- [Data extracts]:
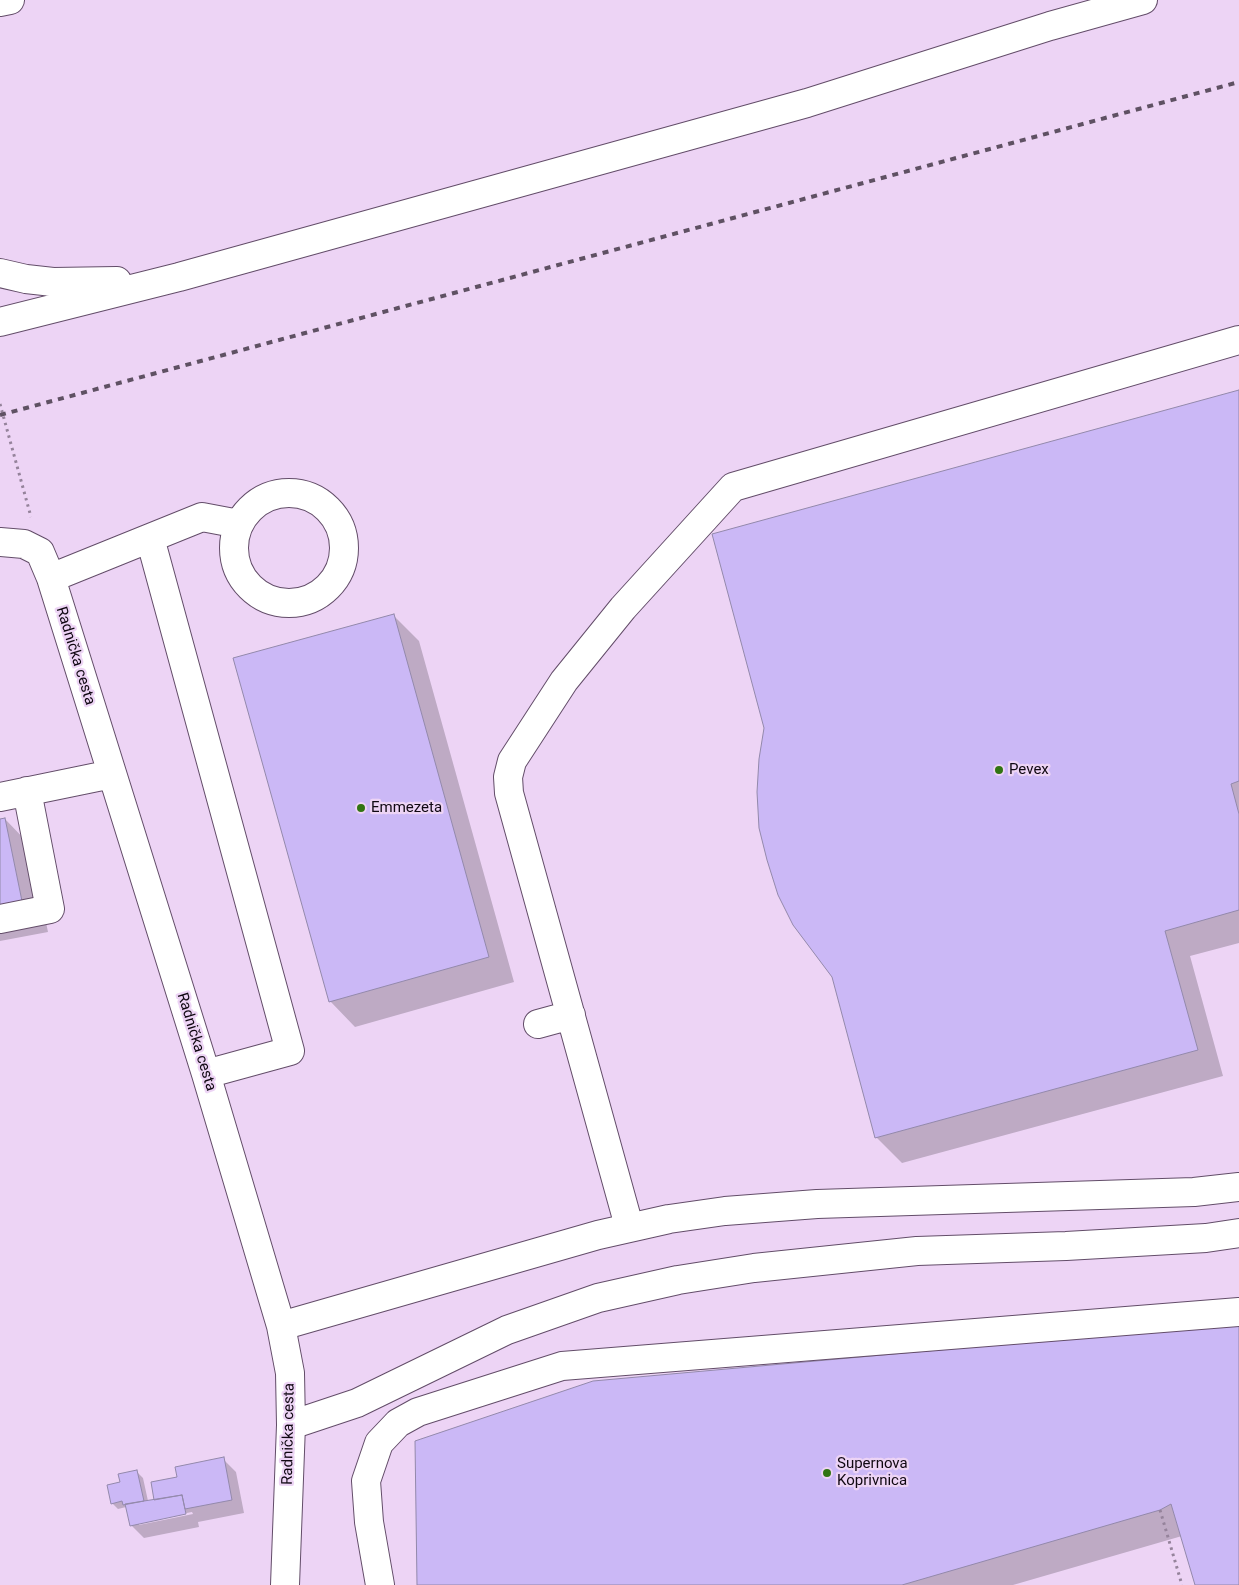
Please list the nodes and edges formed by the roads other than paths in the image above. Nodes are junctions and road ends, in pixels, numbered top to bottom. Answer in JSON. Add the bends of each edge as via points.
{"nodes":[{"id":1,"x":10,"y":0,"type":"edge"},
{"id":2,"x":1142,"y":0,"type":"edge"},
{"id":3,"x":0,"y":2,"type":"edge"},
{"id":4,"x":0,"y":272,"type":"edge"},
{"id":5,"x":179,"y":277,"type":"junction"},
{"id":6,"x":0,"y":322,"type":"edge"},
{"id":7,"x":1239,"y":340,"type":"edge"},
{"id":8,"x":239,"y":524,"type":"junction"},
{"id":9,"x":150,"y":538,"type":"junction"},
{"id":10,"x":0,"y":542,"type":"edge"},
{"id":11,"x":50,"y":578,"type":"junction"},
{"id":12,"x":112,"y":774,"type":"junction"},
{"id":13,"x":27,"y":791,"type":"junction"},
{"id":14,"x":0,"y":796,"type":"edge"},
{"id":15,"x":0,"y":919,"type":"edge"},
{"id":16,"x":571,"y":1016,"type":"junction"},
{"id":17,"x":538,"y":1024,"type":"dead end"},
{"id":18,"x":206,"y":1074,"type":"junction"},
{"id":19,"x":1239,"y":1187,"type":"edge"},
{"id":20,"x":628,"y":1226,"type":"junction"},
{"id":21,"x":1239,"y":1233,"type":"edge"},
{"id":22,"x":1239,"y":1312,"type":"edge"},
{"id":23,"x":281,"y":1326,"type":"junction"},
{"id":24,"x":291,"y":1425,"type":"junction"},
{"id":25,"x":285,"y":1585,"type":"edge"},
{"id":26,"x":380,"y":1585,"type":"edge"}],
"edges":[{"from":1,"to":3,"type":"street"},
{"from":2,"to":5,"type":"street","via":[[807,103]]},
{"from":4,"to":5,"type":"street","via":[[53,282]]},
{"from":5,"to":6,"type":"street"},
{"from":7,"to":16,"type":"street","via":[[733,487],[721,498],[623,608],[564,681],[512,761],[508,777],[510,793]]},
{"from":8,"to":8,"type":"street","via":[[263,499],[280,493],[314,498],[329,509],[340,525],[344,544],[342,563],[334,580],[303,602],[284,603],[266,598],[240,575],[234,558]]},
{"from":8,"to":9,"type":"street","via":[[202,517]]},
{"from":9,"to":11,"type":"street"},
{"from":9,"to":18,"type":"street","via":[[290,1051]]},
{"from":10,"to":11,"type":"street","name":"Radnička cesta","via":[[24,544],[40,552]]},
{"from":11,"to":12,"type":"street","name":"Radnička cesta"},
{"from":12,"to":13,"type":"street"},
{"from":12,"to":18,"type":"street","name":"Radnička cesta"},
{"from":13,"to":14,"type":"street"},
{"from":13,"to":15,"type":"street","via":[[50,909]]},
{"from":16,"to":17,"type":"street"},
{"from":16,"to":20,"type":"street"},
{"from":18,"to":23,"type":"street","name":"Radnička cesta"},
{"from":19,"to":20,"type":"street","via":[[1194,1192],[818,1204],[725,1211]]},
{"from":20,"to":23,"type":"street"},
{"from":21,"to":24,"type":"street","via":[[1206,1238],[917,1251],[754,1268],[678,1280],[598,1298],[507,1330],[358,1402]]},
{"from":22,"to":26,"type":"street","via":[[562,1366],[526,1377],[418,1412],[398,1423],[379,1443],[366,1481]]},
{"from":23,"to":24,"type":"street","name":"Radnička cesta","via":[[290,1373]]},
{"from":24,"to":25,"type":"street","name":"Radnička cesta"}]}
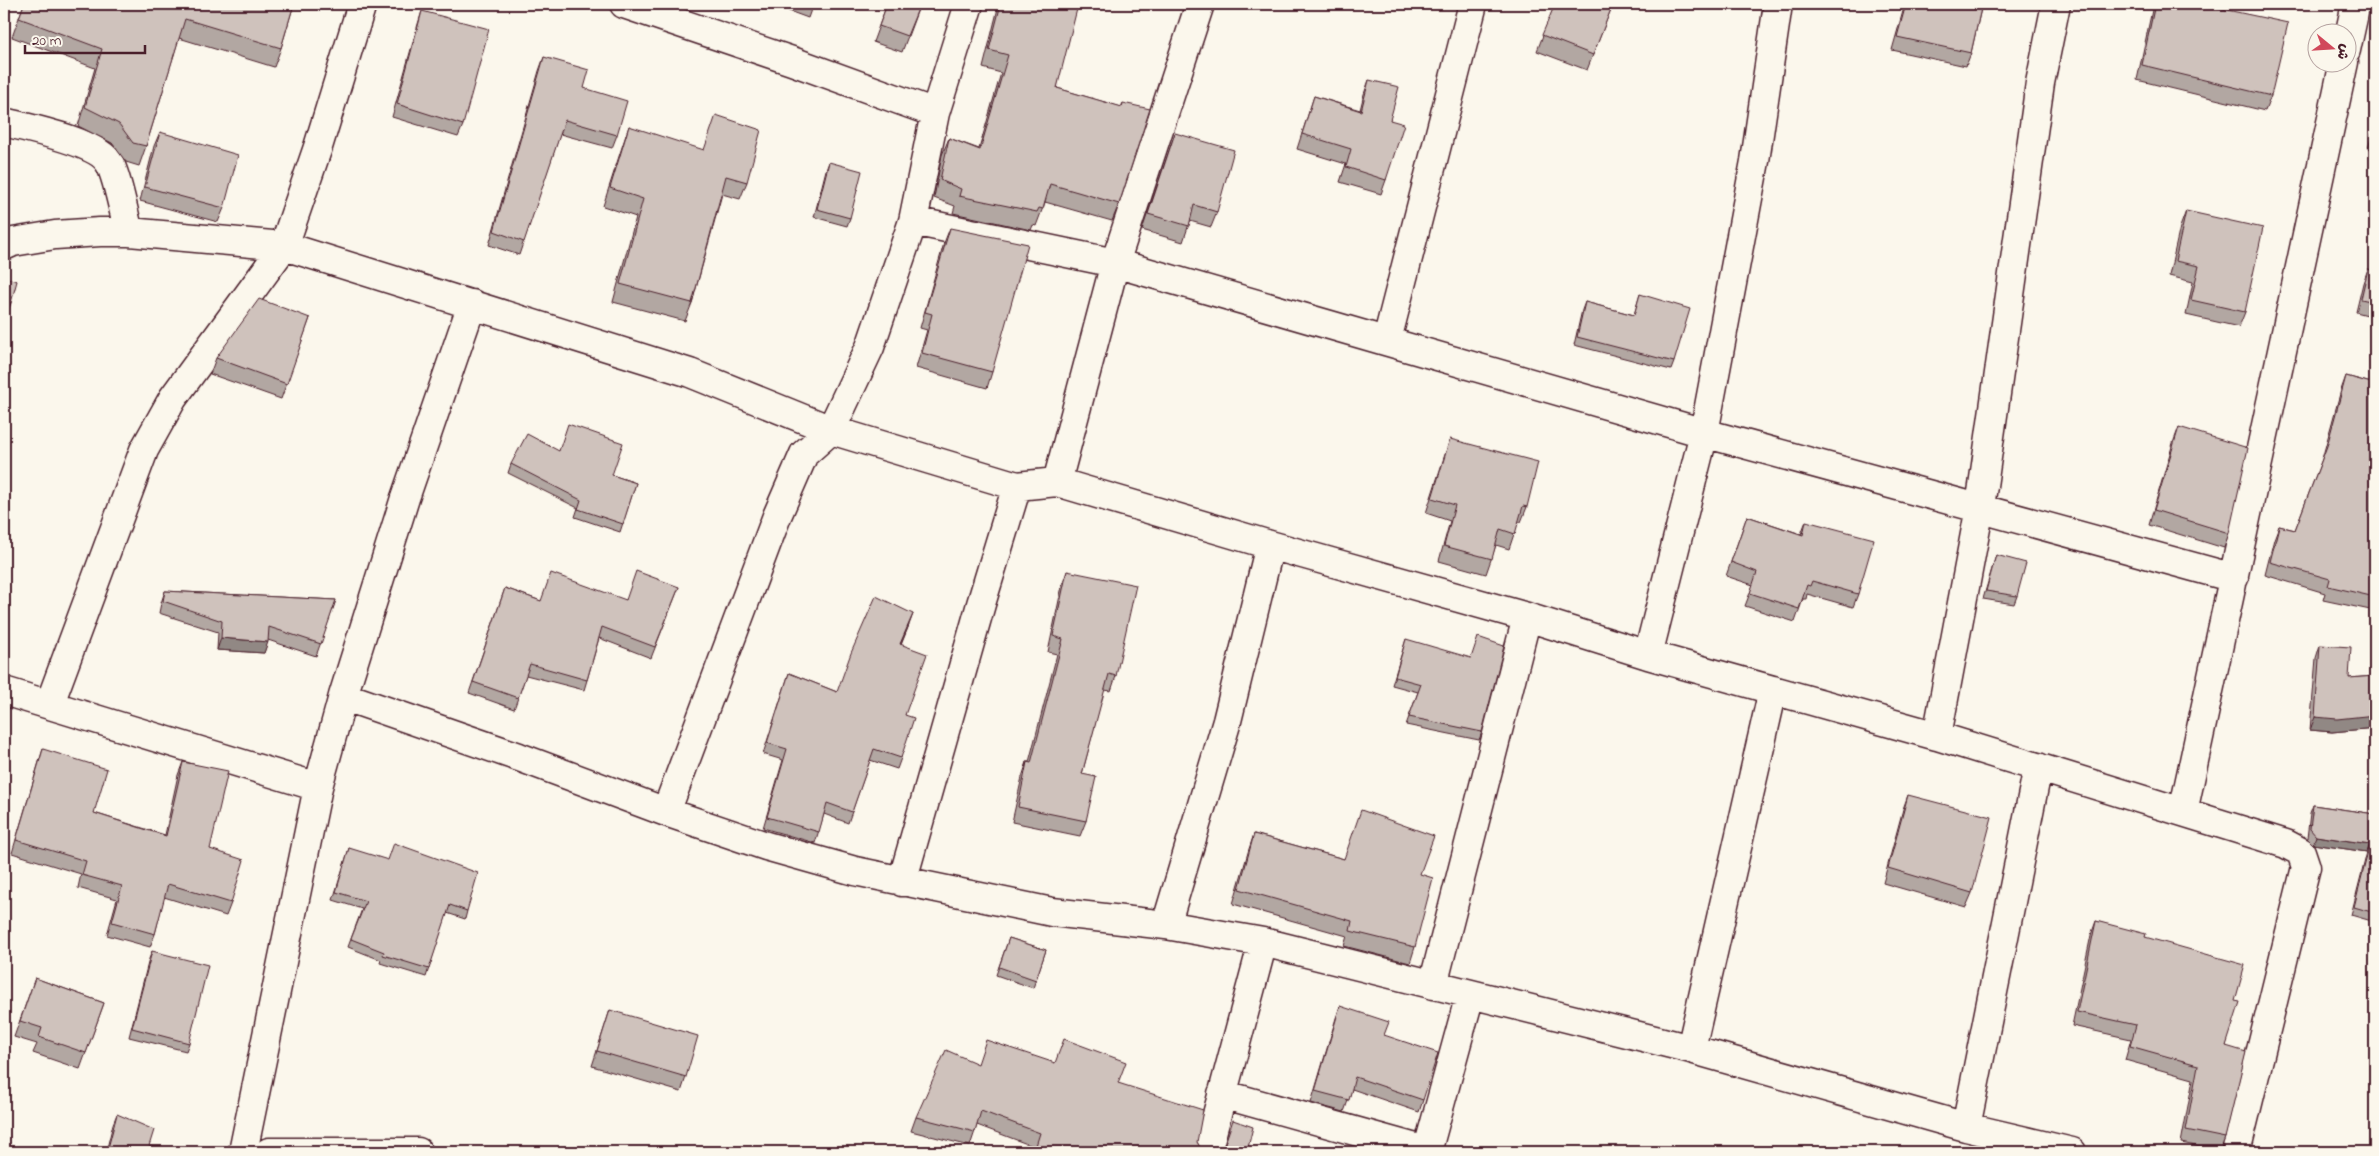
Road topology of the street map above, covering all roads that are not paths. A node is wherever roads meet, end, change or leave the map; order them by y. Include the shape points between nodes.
1 (362, 4) edge
2 (624, 4) edge
3 (969, 4) edge
4 (1200, 4) edge
5 (1473, 4) edge
6 (1778, 4) edge
7 (2056, 4) edge
8 (2356, 4) edge
9 (2352, 22) edge
10 (2342, 72) edge
11 (935, 114) junction
12 (4, 122) edge
13 (912, 222) junction
14 (129, 232) junction
15 (4, 246) edge
16 (284, 246) junction
17 (1115, 263) junction
18 (472, 304) junction
19 (1386, 340) junction
20 (831, 430) junction
21 (1704, 433) junction
22 (1057, 482) junction
23 (1017, 486) junction
24 (1980, 507) junction
25 (1270, 545) junction
26 (2234, 578) junction
27 (1527, 617) junction
28 (1648, 655) junction
29 (1773, 690) junction
30 (4, 691) edge
31 (343, 696) junction
32 (50, 703) junction
33 (1937, 736) junction
34 (2038, 767) junction
35 (318, 787) junction
36 (666, 812) junction
37 (2183, 812) junction
38 (902, 882) junction
39 (1166, 925) junction
40 (1263, 942) junction
41 (1433, 986) junction
42 (1470, 995) junction
43 (1691, 1049) junction
44 (1222, 1094) junction
45 (1966, 1127) junction
46 (243, 1152) edge
47 (269, 1152) edge
48 (418, 1152) edge
49 (1207, 1152) edge
50 (1428, 1152) edge
51 (2072, 1152) edge
52 (2236, 1152) edge

1 - 16 street
2 - 11 street
3 - 11 street
4 - 17 street
5 - 19 street
6 - 21 street via 1755,161
7 - 24 street via 2040,83
8 - 9 street
10 - 26 street
11 - 13 street
12 - 14 street via 79,143 100,154 110,164
13 - 17 street
13 - 20 street via 870,346
14 - 15 street via 55,235
14 - 16 street
16 - 18 street
16 - 32 street via 173,398 144,450
17 - 19 street
17 - 22 street
18 - 20 street via 690,373
18 - 31 street via 405,498
19 - 21 street
20 - 23 street
20 - 36 street via 804,454 777,516
21 - 24 street
21 - 28 street
22 - 23 street
22 - 25 street
23 - 38 street
24 - 26 street
24 - 33 street
25 - 27 street
25 - 39 street via 1227,721
26 - 37 street
27 - 28 street
27 - 41 street
28 - 29 street
29 - 33 street
29 - 43 street
30 - 32 street
31 - 35 street
31 - 36 street
32 - 35 street
33 - 34 street
34 - 37 street
34 - 45 street
35 - 46 street
36 - 38 street via 766,846
37 - 52 street via 2286,844 2301,852 2306,867
38 - 39 street via 1052,912
39 - 40 street
40 - 41 street
40 - 44 street
41 - 42 street
42 - 43 street
42 - 50 street
43 - 45 street
44 - 49 street
44 - 50 street
45 - 51 street
47 - 48 street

- [What this task involves]: Say how many lines above contain the string "edges", writing only the number.

- [Task response]: 2